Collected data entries
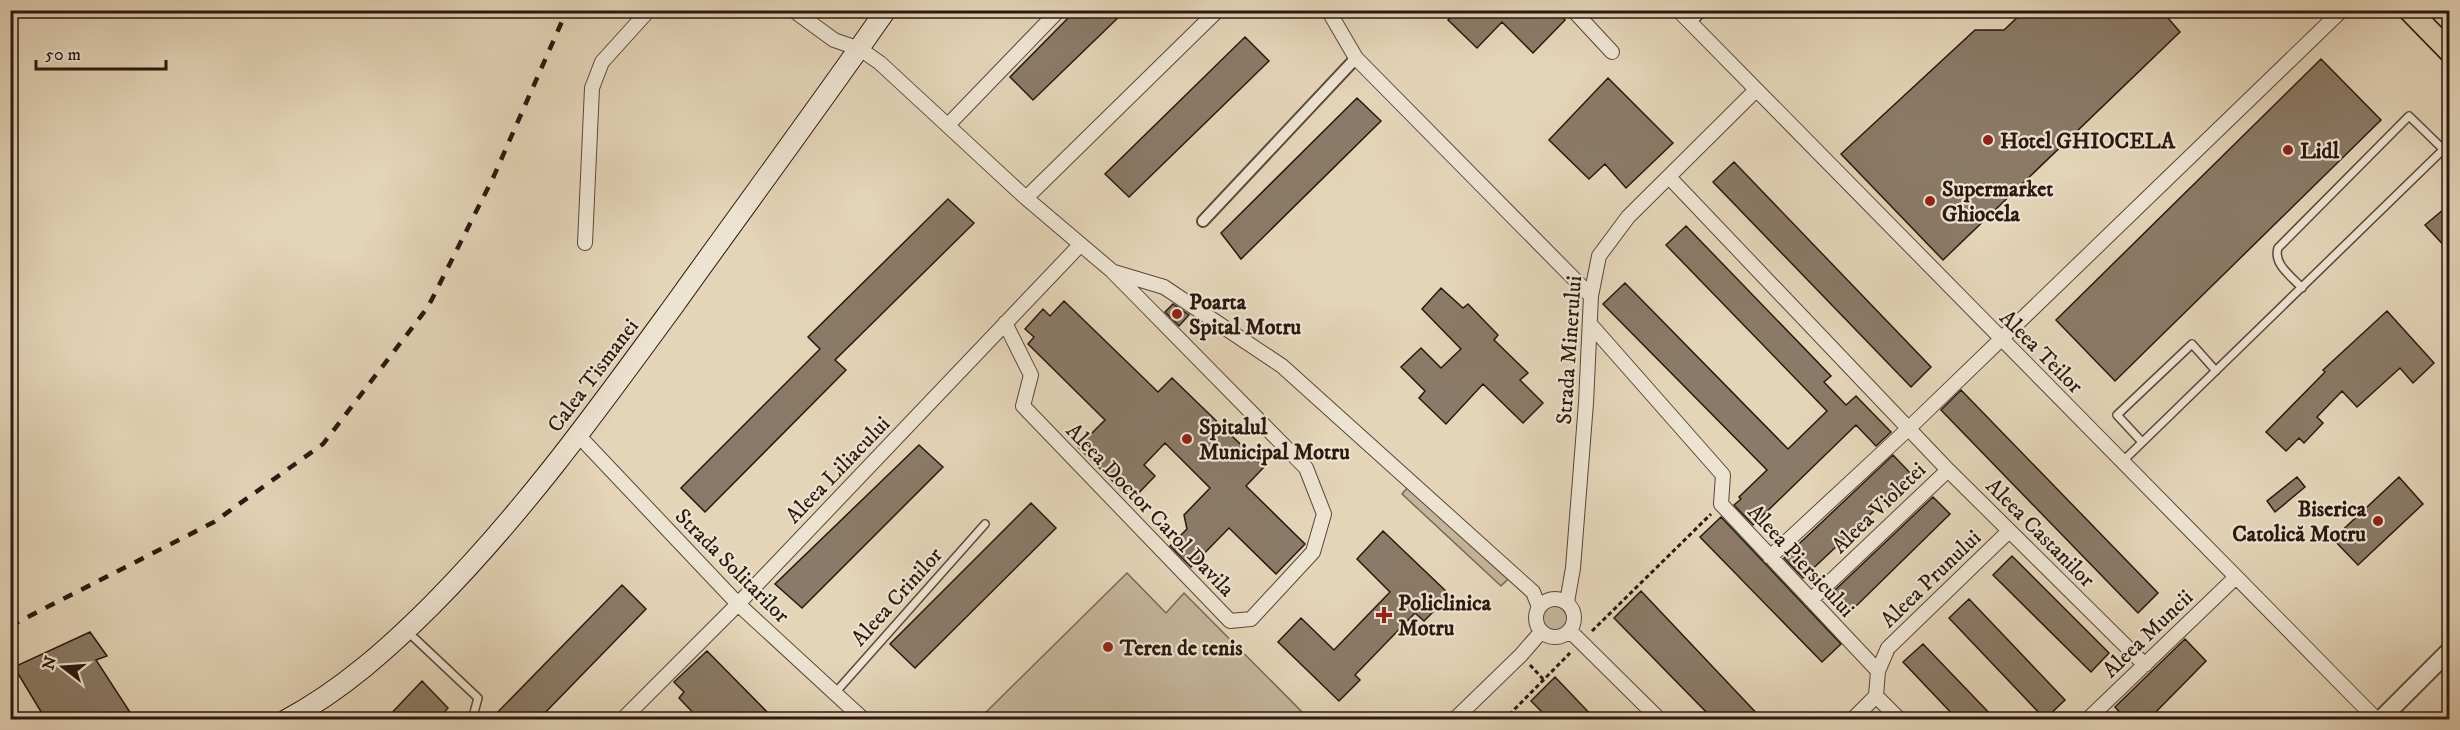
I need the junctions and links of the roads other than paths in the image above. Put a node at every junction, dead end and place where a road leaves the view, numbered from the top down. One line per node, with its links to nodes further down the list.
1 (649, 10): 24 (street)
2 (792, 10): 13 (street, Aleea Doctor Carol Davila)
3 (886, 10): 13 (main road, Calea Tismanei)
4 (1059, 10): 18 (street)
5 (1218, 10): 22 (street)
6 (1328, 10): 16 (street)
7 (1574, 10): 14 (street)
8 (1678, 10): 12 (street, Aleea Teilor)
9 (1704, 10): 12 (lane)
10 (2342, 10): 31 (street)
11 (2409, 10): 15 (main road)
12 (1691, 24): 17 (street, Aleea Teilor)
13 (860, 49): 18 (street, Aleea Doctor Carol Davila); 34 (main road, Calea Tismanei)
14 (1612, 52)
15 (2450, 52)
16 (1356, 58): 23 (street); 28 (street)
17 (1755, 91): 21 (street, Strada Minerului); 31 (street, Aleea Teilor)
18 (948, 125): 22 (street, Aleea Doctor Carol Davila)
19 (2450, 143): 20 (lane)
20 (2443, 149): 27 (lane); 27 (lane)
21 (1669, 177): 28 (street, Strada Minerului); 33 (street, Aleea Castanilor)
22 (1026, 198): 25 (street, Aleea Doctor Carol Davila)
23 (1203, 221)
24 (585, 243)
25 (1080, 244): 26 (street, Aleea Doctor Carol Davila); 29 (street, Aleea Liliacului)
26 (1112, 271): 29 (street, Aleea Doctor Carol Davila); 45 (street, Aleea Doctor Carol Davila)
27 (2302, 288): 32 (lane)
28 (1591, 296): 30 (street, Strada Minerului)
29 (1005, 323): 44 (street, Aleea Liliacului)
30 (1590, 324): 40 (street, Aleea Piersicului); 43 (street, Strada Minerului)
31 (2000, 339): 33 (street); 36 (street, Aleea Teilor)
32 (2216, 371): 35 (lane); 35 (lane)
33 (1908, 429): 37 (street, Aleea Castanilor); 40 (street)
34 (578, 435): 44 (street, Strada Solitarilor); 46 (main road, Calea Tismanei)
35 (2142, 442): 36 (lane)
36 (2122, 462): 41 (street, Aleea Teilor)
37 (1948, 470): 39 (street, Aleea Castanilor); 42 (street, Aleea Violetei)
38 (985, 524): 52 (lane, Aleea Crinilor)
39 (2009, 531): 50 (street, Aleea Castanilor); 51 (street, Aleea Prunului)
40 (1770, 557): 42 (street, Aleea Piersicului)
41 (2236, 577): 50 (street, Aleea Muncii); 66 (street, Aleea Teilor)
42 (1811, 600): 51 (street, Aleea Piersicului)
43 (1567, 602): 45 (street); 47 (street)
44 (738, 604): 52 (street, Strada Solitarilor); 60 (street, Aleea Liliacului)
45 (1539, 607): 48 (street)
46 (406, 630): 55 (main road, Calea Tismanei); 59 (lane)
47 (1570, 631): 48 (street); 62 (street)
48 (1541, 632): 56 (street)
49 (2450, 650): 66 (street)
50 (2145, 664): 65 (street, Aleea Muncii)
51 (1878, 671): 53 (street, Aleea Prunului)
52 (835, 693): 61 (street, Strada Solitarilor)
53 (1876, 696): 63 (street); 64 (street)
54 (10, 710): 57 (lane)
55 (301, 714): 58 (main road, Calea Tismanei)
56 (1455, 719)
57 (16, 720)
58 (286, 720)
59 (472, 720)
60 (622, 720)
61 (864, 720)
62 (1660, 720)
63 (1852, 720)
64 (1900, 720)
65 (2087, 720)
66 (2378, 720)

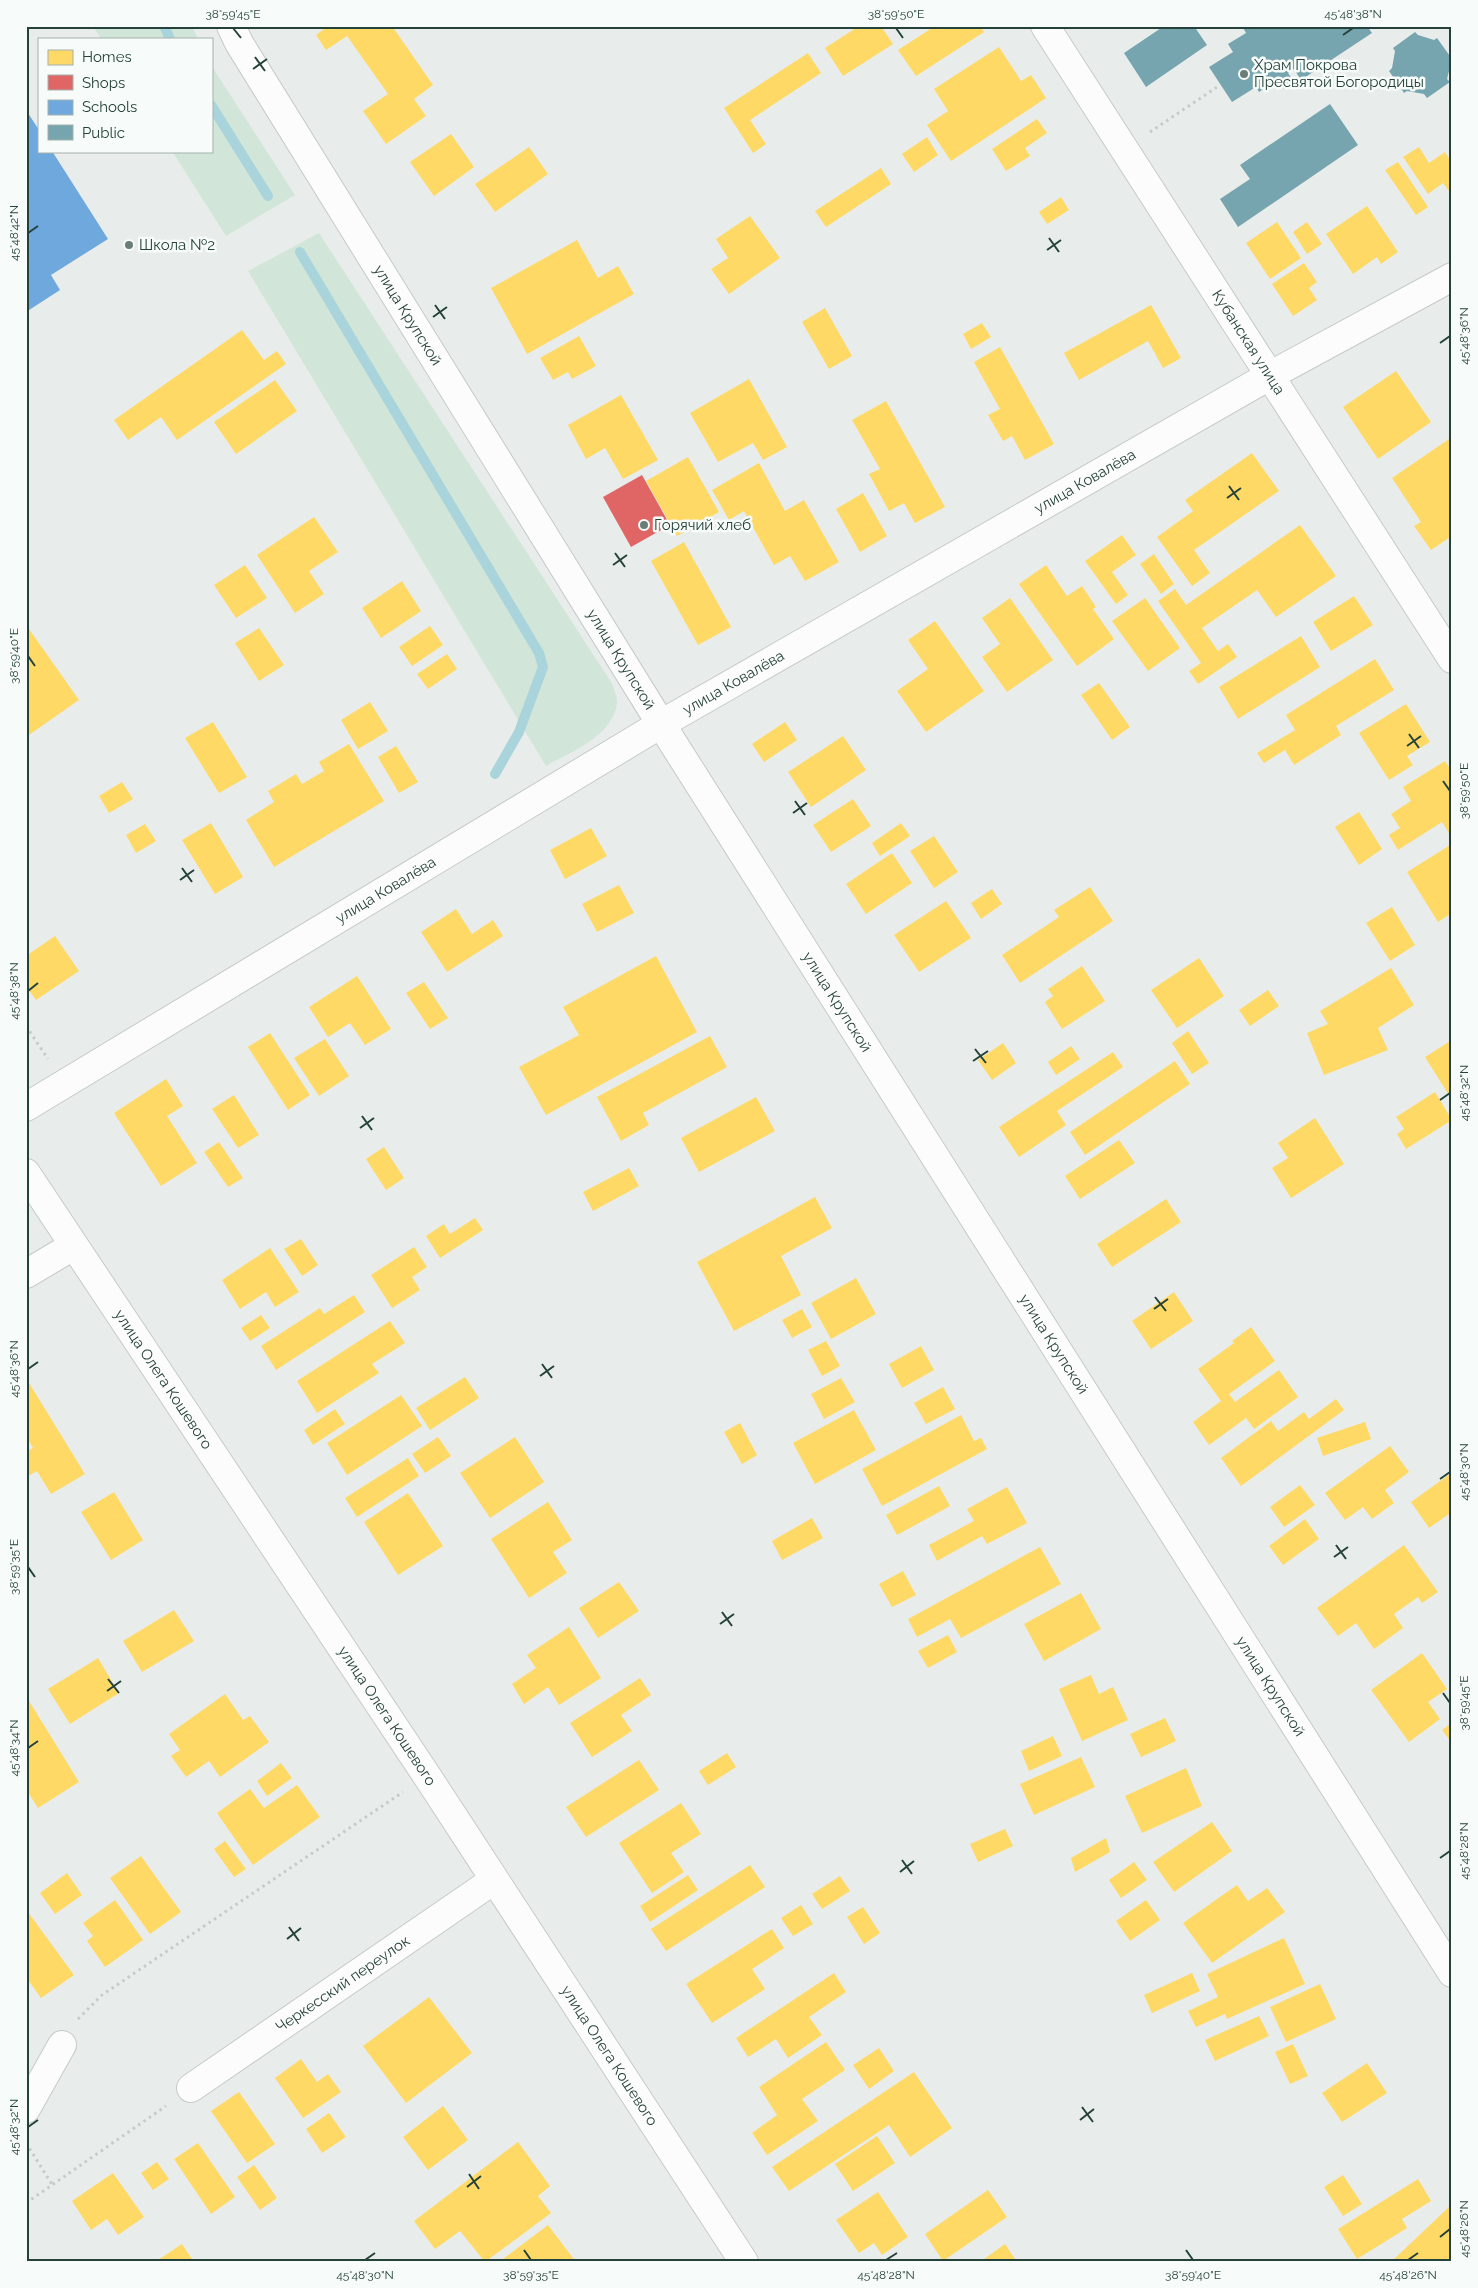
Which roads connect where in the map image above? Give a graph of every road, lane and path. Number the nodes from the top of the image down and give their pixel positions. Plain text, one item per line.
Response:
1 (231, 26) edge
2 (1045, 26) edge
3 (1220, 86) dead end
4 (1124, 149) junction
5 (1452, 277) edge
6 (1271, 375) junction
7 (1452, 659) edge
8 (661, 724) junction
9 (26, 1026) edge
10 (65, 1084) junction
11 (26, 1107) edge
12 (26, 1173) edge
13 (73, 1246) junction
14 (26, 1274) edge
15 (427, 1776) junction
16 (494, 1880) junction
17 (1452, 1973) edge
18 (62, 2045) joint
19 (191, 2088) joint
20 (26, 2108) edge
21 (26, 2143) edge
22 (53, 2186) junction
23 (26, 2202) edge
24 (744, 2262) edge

**Work instruction**
Give the number of lines in the entries that hold the word "Teilor", and nothing else.

**Task result**
6